» **ABOUT THIS TASK**: Find the string "двір" in the data, and copy out each line that has it.

[LISTED RECORDS Boundary: Start]

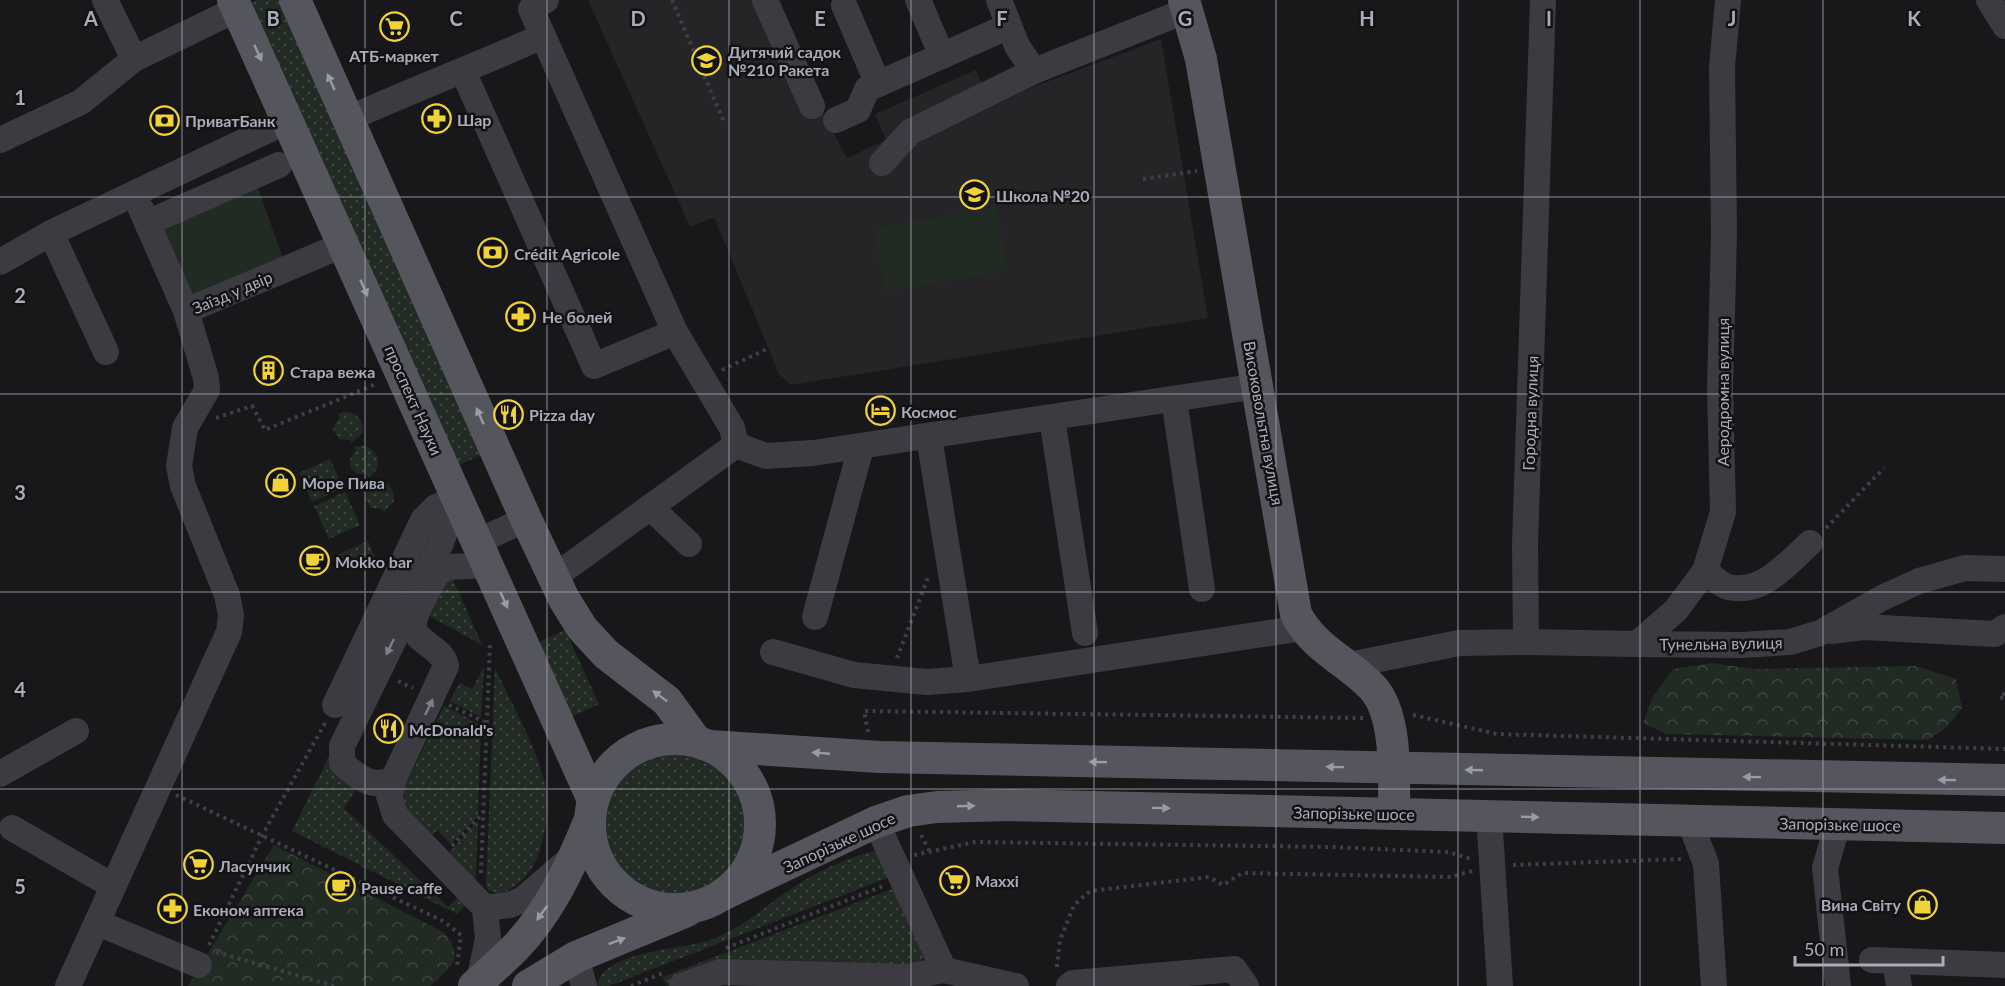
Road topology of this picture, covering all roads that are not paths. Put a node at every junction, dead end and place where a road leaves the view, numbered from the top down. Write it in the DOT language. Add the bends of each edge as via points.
graph roads {
  1 [pos="105,0"];
  2 [pos="295,0"];
  3 [pos="546,0"];
  4 [pos="765,0"];
  5 [pos="918,0"];
  6 [pos="999,0"];
  7 [pos="1543,0"];
  8 [pos="1728,0"];
  9 [pos="1989,0"];
  10 [pos="235,4"];
  11 [pos="844,5"];
  12 [pos="1186,5"];
  13 [pos="1009,26"];
  14 [pos="2005,26"];
  15 [pos="543,36"];
  16 [pos="942,56"];
  17 [pos="134,59"];
  18 [pos="463,71"];
  19 [pos="1034,71"];
  20 [pos="878,84"];
  21 [pos="812,106"];
  22 [pos="348,119"];
  23 [pos="289,120"];
  24 [pos="836,120"];
  25 [pos="0,140"];
  26 [pos="882,163"];
  27 [pos="279,165"];
  28 [pos="134,193"];
  29 [pos="147,223"];
  30 [pos="51,233"];
  31 [pos="345,244"];
  32 [pos="0,262"];
  33 [pos="186,311"];
  34 [pos="675,332"];
  35 [pos="105,352"];
  36 [pos="1258,386"];
  37 [pos="1174,399"];
  38 [pos="1052,418"];
  39 [pos="929,437"];
  40 [pos="736,445"];
  41 [pos="861,447"];
  42 [pos="458,498"];
  43 [pos="650,507"];
  44 [pos="526,519"];
  45 [pos="1810,543"];
  46 [pos="689,544"];
  47 [pos="483,554"];
  48 [pos="1705,571"];
  49 [pos="2004,572"];
  50 [pos="554,577"];
  51 [pos="1202,589"];
  52 [pos="815,617"];
  53 [pos="2005,627"];
  54 [pos="1303,628"];
  55 [pos="1084,633"];
  56 [pos="1820,633"];
  57 [pos="1526,642"];
  58 [pos="1637,644"];
  59 [pos="773,652"];
  60 [pos="1344,666"];
  61 [pos="968,679"];
  62 [pos="332,711"];
  63 [pos="76,730"];
  64 [pos="703,743"];
  65 [pos="1394,767"];
  66 [pos="0,774"];
  67 [pos="394,778"];
  68 [pos="2005,780"];
  69 [pos="590,812"];
  70 [pos="1394,814"];
  71 [pos="1489,815"];
  72 [pos="876,822"];
  73 [pos="1690,822"];
  74 [pos="1838,824"];
  75 [pos="12,828"];
  76 [pos="2005,828"];
  77 [pos="576,854"];
  78 [pos="111,885"];
  79 [pos="712,900"];
  80 [pos="482,905"];
  81 [pos="98,923"];
  82 [pos="199,965"];
  83 [pos="2005,965"];
  84 [pos="1889,969"];
  85 [pos="944,970"];
  86 [pos="580,971"];
  87 [pos="678,977"];
  88 [pos="472,980"];
  89 [pos="1063,980"];
  90 [pos="68,986"];
  91 [pos="528,986"];
  92 [pos="1016,986"];
  93 [pos="1246,986"];
  94 [pos="1500,986"];
  95 [pos="1714,986"];
  96 [pos="1838,986"];
  1 -- 17 [label="street"];
  22 -- 2 [label="main road, one-way"];
  3 -- 15 [label="street" via="531,9"];
  4 -- 21 [label="street"];
  5 -- 16 [label="street"];
  6 -- 13 [label="street"];
  7 -- 57 [label="street, Городна вулиця" via="1525,544"];
  8 -- 48 [label="street, Аеродромна вулиця" via="1722,67 1723,512"];
  9 -- 14 [label="street"];
  10 -- 17 [label="street"];
  10 -- 23 [label="main road, проспект Науки, one-way"];
  11 -- 20 [label="street"];
  12 -- 19 [label="street"];
  12 -- 36 [label="main road, Високовольтна вулиця" via="1201,59"];
  13 -- 16 [label="street"];
  13 -- 19 [label="street"];
  15 -- 18 [label="street"];
  15 -- 34 [label="street"];
  16 -- 20 [label="street"];
  17 -- 25 [label="street" via="81,102"];
  18 -- 22 [label="street"];
  18 -- 34 [label="street" via="594,366"];
  19 -- 26 [label="street" via="909,132"];
  20 -- 24 [label="street" via="867,89 858,110"];
  44 -- 22 [label="main road, one-way"];
  23 -- 28 [label="street"];
  23 -- 31 [label="main road, проспект Науки"];
  27 -- 29 [label="street"];
  28 -- 29 [label="street"];
  28 -- 30 [label="street"];
  29 -- 33 [label="street"];
  30 -- 32 [label="street"];
  30 -- 35 [label="street"];
  31 -- 33 [label="street, Заїзд у двір"];
  31 -- 42 [label="main road, проспект Науки, one-way"];
  33 -- 81 [label="street, Заїзд у двір" via="207,390 183,438 179,466 183,486 227,596 229,632"];
  34 -- 40 [label="street" via="732,428"];
  36 -- 37 [label="street"];
  36 -- 54 [label="main road, Високовольтна вулиця" via="1296,614"];
  37 -- 38 [label="street"];
  37 -- 51 [label="street"];
  38 -- 39 [label="street"];
  38 -- 55 [label="street"];
  39 -- 41 [label="street"];
  39 -- 61 [label="street"];
  40 -- 41 [label="street" via="766,456"];
  40 -- 43 [label="street"];
  41 -- 52 [label="street"];
  42 -- 47 [label="main road, проспект Науки"];
  42 -- 62 [label="street" via="436,507 423,520"];
  42 -- 67 [label="street, one-way" via="440,545 342,746 342,763 350,770 377,785"];
  43 -- 46 [label="street"];
  43 -- 50 [label="street"];
  44 -- 47 [label="street"];
  44 -- 50 [label="main road"];
  45 -- 48 [label="street" via="1774,576 1751,588 1726,587"];
  67 -- 47 [label="street, one-way" via="446,666 439,651 420,639 414,620 437,573"];
  47 -- 69 [label="main road, проспект Науки, one-way"];
  48 -- 58 [label="street, Аеродромна вулиця" via="1676,610"];
  49 -- 56 [label="street, Тунельна вулиця" via="1965,568 1919,581"];
  64 -- 50 [label="main road, one-way" via="667,701 606,654 588,635 572,614"];
  53 -- 56 [label="street" via="1995,634 1864,627"];
  54 -- 60 [label="main road, Високовольтна вулиця"];
  54 -- 61 [label="street"];
  56 -- 58 [label="street, Тунельна вулиця" via="1790,642 1742,645"];
  57 -- 58 [label="street"];
  57 -- 60 [label="street" via="1459,643"];
  59 -- 61 [label="street" via="854,675 927,682"];
  60 -- 65 [label="main road, Високовольтна вулиця" via="1373,688 1384,710"];
  63 -- 66 [label="street"];
  65 -- 64 [label="main road, one-way" via="880,757"];
  64 -- 69 [label="main road" via="663,740 632,749 601,780"];
  64 -- 79 [label="main road" via="732,760 749,781 758,806 760,833 753,859 738,881"];
  68 -- 65 [label="main road, one-way"];
  65 -- 70 [label="main road, Високовольтна вулиця"];
  67 -- 80 [label="street" via="389,796 395,815"];
  69 -- 77 [label="main road"];
  69 -- 79 [label="main road" via="599,863 614,884 634,899 657,908 682,909"];
  70 -- 71 [label="main road, Запорізьке шосе"];
  72 -- 70 [label="main road, Запорізьке шосе, one-way" via="908,811 937,807 1011,805"];
  71 -- 73 [label="main road, Запорізьке шосе, one-way"];
  71 -- 94 [label="street"];
  72 -- 79 [label="main road, Запорізьке шосе"];
  72 -- 85 [label="street"];
  73 -- 74 [label="main road, Запорізьке шосе"];
  73 -- 95 [label="street" via="1706,864"];
  74 -- 76 [label="main road, Запорізьке шосе"];
  74 -- 96 [label="street" via="1825,868"];
  75 -- 78 [label="street"];
  77 -- 80 [label="street" via="522,900 509,905"];
  77 -- 88 [label="main road, one-way" via="546,909 516,947"];
  86 -- 79 [label="main road, Запорізьке шосе, one-way"];
  80 -- 88 [label="street" via="488,939"];
  81 -- 82 [label="street"];
  81 -- 90 [label="street"];
  83 -- 84 [label="street"];
  85 -- 87 [label="street" via="907,977 720,972"];
  85 -- 92 [label="street"];
  86 -- 91 [label="main road, Запорізьке шосе"];
  89 -- 93 [label="street" via="1072,983 1234,969"];
}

[LISTED RECORDS Boundary: End]

» **EXERCISE OUTPUT**:
  31 -- 33 [label="street, Заїзд у двір"];
  33 -- 81 [label="street, Заїзд у двір" via="207,390 183,438 179,466 183,486 227,596 229,632"];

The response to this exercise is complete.